▸ **DIRECTIONS FOR THIS TASK**:
Without changing anything, set down every line shown below.

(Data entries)
* * *

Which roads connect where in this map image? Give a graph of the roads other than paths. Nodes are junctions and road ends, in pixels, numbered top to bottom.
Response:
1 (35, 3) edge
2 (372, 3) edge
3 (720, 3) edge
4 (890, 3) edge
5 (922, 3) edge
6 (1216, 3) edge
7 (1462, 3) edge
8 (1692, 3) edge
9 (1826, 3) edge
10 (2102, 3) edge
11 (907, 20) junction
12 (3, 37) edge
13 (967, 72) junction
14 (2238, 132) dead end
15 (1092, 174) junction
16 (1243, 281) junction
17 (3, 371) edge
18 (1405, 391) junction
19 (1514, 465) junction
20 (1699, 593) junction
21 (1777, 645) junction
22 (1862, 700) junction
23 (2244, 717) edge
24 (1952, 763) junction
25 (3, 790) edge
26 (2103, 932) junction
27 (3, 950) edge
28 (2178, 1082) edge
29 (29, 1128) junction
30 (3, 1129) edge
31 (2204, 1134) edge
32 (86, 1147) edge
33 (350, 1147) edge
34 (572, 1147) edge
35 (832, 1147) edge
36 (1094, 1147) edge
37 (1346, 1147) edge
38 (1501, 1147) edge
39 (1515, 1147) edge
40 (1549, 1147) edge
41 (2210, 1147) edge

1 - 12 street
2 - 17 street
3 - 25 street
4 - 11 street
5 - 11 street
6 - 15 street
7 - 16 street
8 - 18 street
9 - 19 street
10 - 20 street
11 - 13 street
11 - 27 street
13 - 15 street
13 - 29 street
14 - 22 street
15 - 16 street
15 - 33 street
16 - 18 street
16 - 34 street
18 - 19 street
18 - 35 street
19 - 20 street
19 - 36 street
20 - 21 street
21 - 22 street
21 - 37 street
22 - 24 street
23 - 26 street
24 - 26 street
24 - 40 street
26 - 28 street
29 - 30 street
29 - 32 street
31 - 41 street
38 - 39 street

* * *

▸ **YOUR RESPONSE**:
Which roads connect where in this map image? Give a graph of the roads other than paths. Nodes are junctions and road ends, in pixels, numbered top to bottom.
Response:
1 (35, 3) edge
2 (372, 3) edge
3 (720, 3) edge
4 (890, 3) edge
5 (922, 3) edge
6 (1216, 3) edge
7 (1462, 3) edge
8 (1692, 3) edge
9 (1826, 3) edge
10 (2102, 3) edge
11 (907, 20) junction
12 (3, 37) edge
13 (967, 72) junction
14 (2238, 132) dead end
15 (1092, 174) junction
16 (1243, 281) junction
17 (3, 371) edge
18 (1405, 391) junction
19 (1514, 465) junction
20 (1699, 593) junction
21 (1777, 645) junction
22 (1862, 700) junction
23 (2244, 717) edge
24 (1952, 763) junction
25 (3, 790) edge
26 (2103, 932) junction
27 (3, 950) edge
28 (2178, 1082) edge
29 (29, 1128) junction
30 (3, 1129) edge
31 (2204, 1134) edge
32 (86, 1147) edge
33 (350, 1147) edge
34 (572, 1147) edge
35 (832, 1147) edge
36 (1094, 1147) edge
37 (1346, 1147) edge
38 (1501, 1147) edge
39 (1515, 1147) edge
40 (1549, 1147) edge
41 (2210, 1147) edge

1 - 12 street
2 - 17 street
3 - 25 street
4 - 11 street
5 - 11 street
6 - 15 street
7 - 16 street
8 - 18 street
9 - 19 street
10 - 20 street
11 - 13 street
11 - 27 street
13 - 15 street
13 - 29 street
14 - 22 street
15 - 16 street
15 - 33 street
16 - 18 street
16 - 34 street
18 - 19 street
18 - 35 street
19 - 20 street
19 - 36 street
20 - 21 street
21 - 22 street
21 - 37 street
22 - 24 street
23 - 26 street
24 - 26 street
24 - 40 street
26 - 28 street
29 - 30 street
29 - 32 street
31 - 41 street
38 - 39 street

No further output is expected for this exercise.